[Records from a collection]
----------------

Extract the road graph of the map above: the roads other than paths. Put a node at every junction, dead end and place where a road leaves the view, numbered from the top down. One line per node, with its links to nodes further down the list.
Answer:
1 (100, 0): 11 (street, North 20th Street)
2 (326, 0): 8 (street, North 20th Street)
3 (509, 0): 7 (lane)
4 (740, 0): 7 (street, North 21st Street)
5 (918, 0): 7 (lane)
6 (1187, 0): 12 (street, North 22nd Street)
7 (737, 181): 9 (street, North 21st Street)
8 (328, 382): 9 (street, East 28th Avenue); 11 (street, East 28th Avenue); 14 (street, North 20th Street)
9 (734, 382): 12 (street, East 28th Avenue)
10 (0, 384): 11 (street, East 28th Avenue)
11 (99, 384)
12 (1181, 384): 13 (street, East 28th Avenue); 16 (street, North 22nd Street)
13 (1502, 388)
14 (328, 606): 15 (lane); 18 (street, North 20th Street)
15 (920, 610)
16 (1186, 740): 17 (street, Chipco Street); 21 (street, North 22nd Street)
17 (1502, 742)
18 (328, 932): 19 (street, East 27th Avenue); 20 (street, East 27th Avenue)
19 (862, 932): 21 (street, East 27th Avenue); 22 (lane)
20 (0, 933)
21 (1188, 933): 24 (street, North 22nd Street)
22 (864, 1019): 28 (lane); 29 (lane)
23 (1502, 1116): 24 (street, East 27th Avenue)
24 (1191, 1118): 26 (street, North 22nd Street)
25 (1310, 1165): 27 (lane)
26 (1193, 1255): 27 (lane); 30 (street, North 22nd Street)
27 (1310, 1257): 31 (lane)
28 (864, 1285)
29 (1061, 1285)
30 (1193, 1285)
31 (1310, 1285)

----------------

**AIM OF THE TASK**
Look above for lines with the word "North" and copy them all.

**EXERCISE ANSWER**
1 (100, 0): 11 (street, North 20th Street)
2 (326, 0): 8 (street, North 20th Street)
4 (740, 0): 7 (street, North 21st Street)
6 (1187, 0): 12 (street, North 22nd Street)
7 (737, 181): 9 (street, North 21st Street)
8 (328, 382): 9 (street, East 28th Avenue); 11 (street, East 28th Avenue); 14 (street, North 20th Street)
12 (1181, 384): 13 (street, East 28th Avenue); 16 (street, North 22nd Street)
14 (328, 606): 15 (lane); 18 (street, North 20th Street)
16 (1186, 740): 17 (street, Chipco Street); 21 (street, North 22nd Street)
21 (1188, 933): 24 (street, North 22nd Street)
24 (1191, 1118): 26 (street, North 22nd Street)
26 (1193, 1255): 27 (lane); 30 (street, North 22nd Street)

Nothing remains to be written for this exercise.